== Segment start ==
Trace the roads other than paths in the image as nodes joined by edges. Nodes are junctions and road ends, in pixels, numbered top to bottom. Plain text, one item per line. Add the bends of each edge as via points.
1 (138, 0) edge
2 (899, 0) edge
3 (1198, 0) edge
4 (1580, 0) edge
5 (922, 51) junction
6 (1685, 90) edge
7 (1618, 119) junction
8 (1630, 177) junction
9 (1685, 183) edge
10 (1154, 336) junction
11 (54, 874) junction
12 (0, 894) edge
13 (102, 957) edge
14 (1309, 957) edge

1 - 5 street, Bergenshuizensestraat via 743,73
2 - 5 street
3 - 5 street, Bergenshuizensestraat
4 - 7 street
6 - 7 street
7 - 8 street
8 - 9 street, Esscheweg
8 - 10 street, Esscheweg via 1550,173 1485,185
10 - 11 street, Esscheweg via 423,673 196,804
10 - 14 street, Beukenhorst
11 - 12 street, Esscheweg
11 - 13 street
== Segment end ==
Please return the whole listing, line for line, exactly.

Trace the roads other than paths in the image as nodes joined by edges. Nodes are junctions and road ends, in pixels, numbered top to bottom. Plain text, one item per line. Add the bends of each edge as via points.
1 (138, 0) edge
2 (899, 0) edge
3 (1198, 0) edge
4 (1580, 0) edge
5 (922, 51) junction
6 (1685, 90) edge
7 (1618, 119) junction
8 (1630, 177) junction
9 (1685, 183) edge
10 (1154, 336) junction
11 (54, 874) junction
12 (0, 894) edge
13 (102, 957) edge
14 (1309, 957) edge

1 - 5 street, Bergenshuizensestraat via 743,73
2 - 5 street
3 - 5 street, Bergenshuizensestraat
4 - 7 street
6 - 7 street
7 - 8 street
8 - 9 street, Esscheweg
8 - 10 street, Esscheweg via 1550,173 1485,185
10 - 11 street, Esscheweg via 423,673 196,804
10 - 14 street, Beukenhorst
11 - 12 street, Esscheweg
11 - 13 street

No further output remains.